7. Remove the custard from the heat and stir in the vanilla extract. Transfer the custard to a bowl and cover it with plastic wrap, making sure the plastic wrap touches the surface of the custard to prevent a skin from forming. Let the custard cool to room temperature.

8. In a separate bowl, whip the heavy cream until stiff peaks form. Gently fold the whipped cream into the cooled custard until well combined.

9. Fill a piping bag fitted with a small round tip with the cream filling. Carefully pipe the filling into the cooled pastry cones, starting from one end and filling them until they are full.

10. Dust the filled cannoncini with powdered sugar for an extra touch of sweetness. Serve them immediately or refrigerate for a few hours before serving.

KETO AND LOW CARBS Variations

For those following a keto or low-carb diet, you can still enjoy the deliciousness of Italian cream stuffed cannoncini with a few modifications to the ingredients. Instead of using puff pastry made with wheat flour, you can opt for a low-carb or keto-friendly pastry dough made with almond or coconut flour. Additionally, you can replace the granulated sugar with a sugar substitute such as stevia or erythritol. Finally, use heavy cream with a higher fat content to maintain the richness of the filling. With these simple swaps, you can savor the flavors of this Italian delight while staying true to your dietary preferences.

Tips

– Make sure to seal the pastry cones well to prevent them from unraveling during baking.

– If you don’t have metal cone-shaped molds, you can use aluminum foil to create your own molds.

– Allow the custard filling to cool completely before piping it into the pastry cones to prevent the filling from melting and losing its shape.

– Dusting the cannoncini with powdered sugar just before serving adds an elegant touch and enhances the presentation.

– You can customize the filling by adding a hint of lemon zest or a tablespoon of cocoa powder for a different flavor profile.

Conclusion

Italian cream stuffed cannoncini are a delightful treat that combines the crispiness of puff pastry with the creaminess of a luscious custard filling. This recipe allows you to recreate the flavors of Italy in your own kitchen. Whether you are a baking enthusiast or simply looking to impress your guests, these cannoncini will surely leave a lasting impression. So go ahead, grab your ingredients, and embark on a culinary journey to Italy with this mouthwatering dessert!

FAQs

Q: Can I make the pastry cones in advance?

A: Yes, you can make the pastry cones in advance and store them in an airtight container for up to 2 days. Just make sure to fill them with the cream filling right before serving to maintain their crispiness.
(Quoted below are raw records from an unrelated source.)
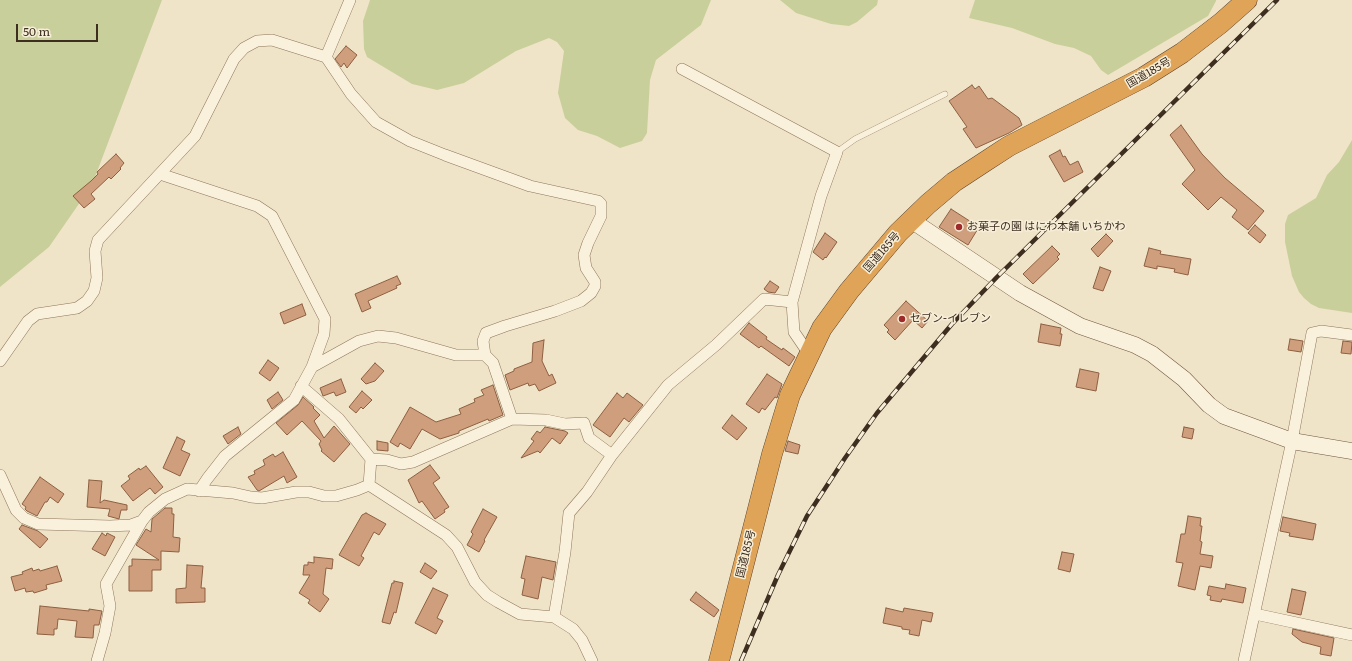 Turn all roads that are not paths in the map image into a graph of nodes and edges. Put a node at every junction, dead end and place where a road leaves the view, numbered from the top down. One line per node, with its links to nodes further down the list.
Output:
1 (350, 0): 3 (street)
2 (1247, 0): 8 (highway, 国道185号)
3 (326, 57): 7 (street); 12 (street)
4 (682, 68): 6 (street)
5 (945, 94): 6 (lane)
6 (837, 152): 9 (street)
7 (160, 174): 13 (street); 14 (street)
8 (911, 220): 11 (highway, 国道185号); 17 (street)
9 (792, 302): 11 (street); 19 (street)
10 (1352, 335): 17 (street)
11 (810, 354): 30 (highway, 国道185号)
12 (485, 355): 14 (street); 16 (street)
13 (0, 361)
14 (312, 367): 15 (street)
15 (301, 386): 20 (street); 23 (street)
16 (512, 419): 19 (street); 20 (street)
17 (1292, 441): 18 (street); 25 (street)
18 (1352, 451)
19 (612, 455): 26 (street)
20 (371, 459): 22 (street)
21 (0, 475): 24 (street)
22 (369, 485): 23 (street); 26 (street)
23 (199, 491): 24 (street)
24 (142, 520): 28 (street)
25 (1254, 614): 27 (street); 31 (street)
26 (554, 617): 29 (street)
27 (1352, 635)
28 (97, 661)
29 (592, 661)
30 (719, 661)
31 (1244, 661) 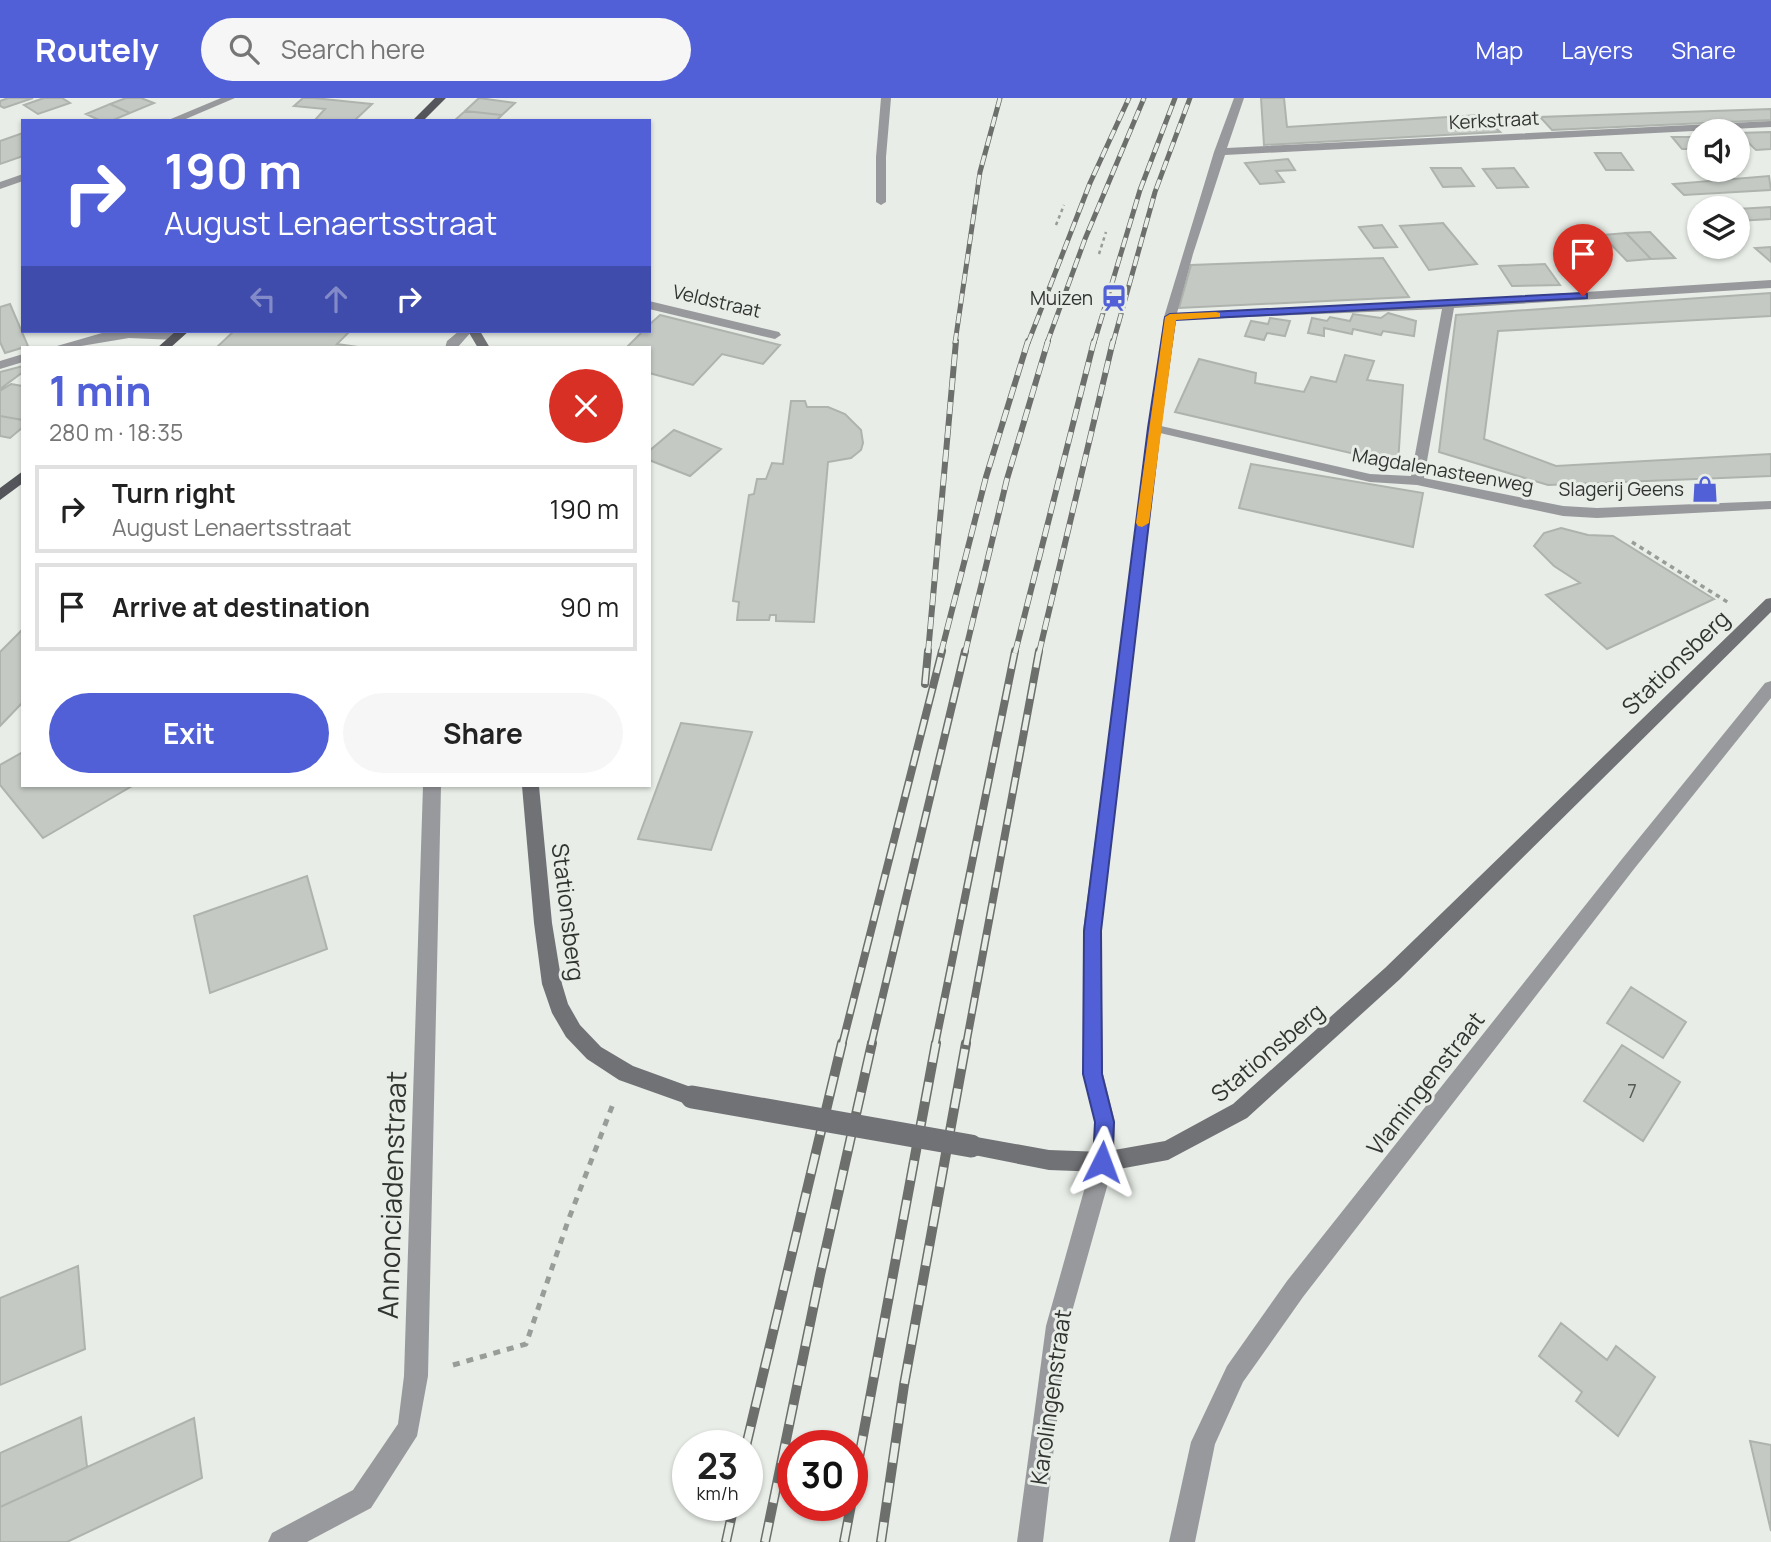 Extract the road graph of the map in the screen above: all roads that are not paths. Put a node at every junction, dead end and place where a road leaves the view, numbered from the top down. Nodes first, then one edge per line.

Q: Can I freeze the cannoncini?

A: While it is best to enjoy the cannoncini fresh, you can freeze them for up to a month. Just make sure to wrap them tightly in plastic wrap and place them in an airtight container before freezing. Thaw them in the refrigerator overnight before serving.

Q: Can I use a different filling?

A: Absolutely! While the cream filling is traditional, you can experiment with different fillings such as chocolate ganache, fruit preserves, or even Nutella for a decadent twist.

Q: Can I make mini cannoncini instead of the larger ones?

A: Yes, you can adjust the size of the pastry cones to make mini cannoncini. Simply cut the puff pastry into smaller rectangles and roll them around smaller molds. The baking time may need to be adjusted accordingly.

Q: Can I use store-bought puff pastry?

A: Yes, you can use store-bought puff pastry for convenience. Just make sure to follow the instructions on the packaging for the best results.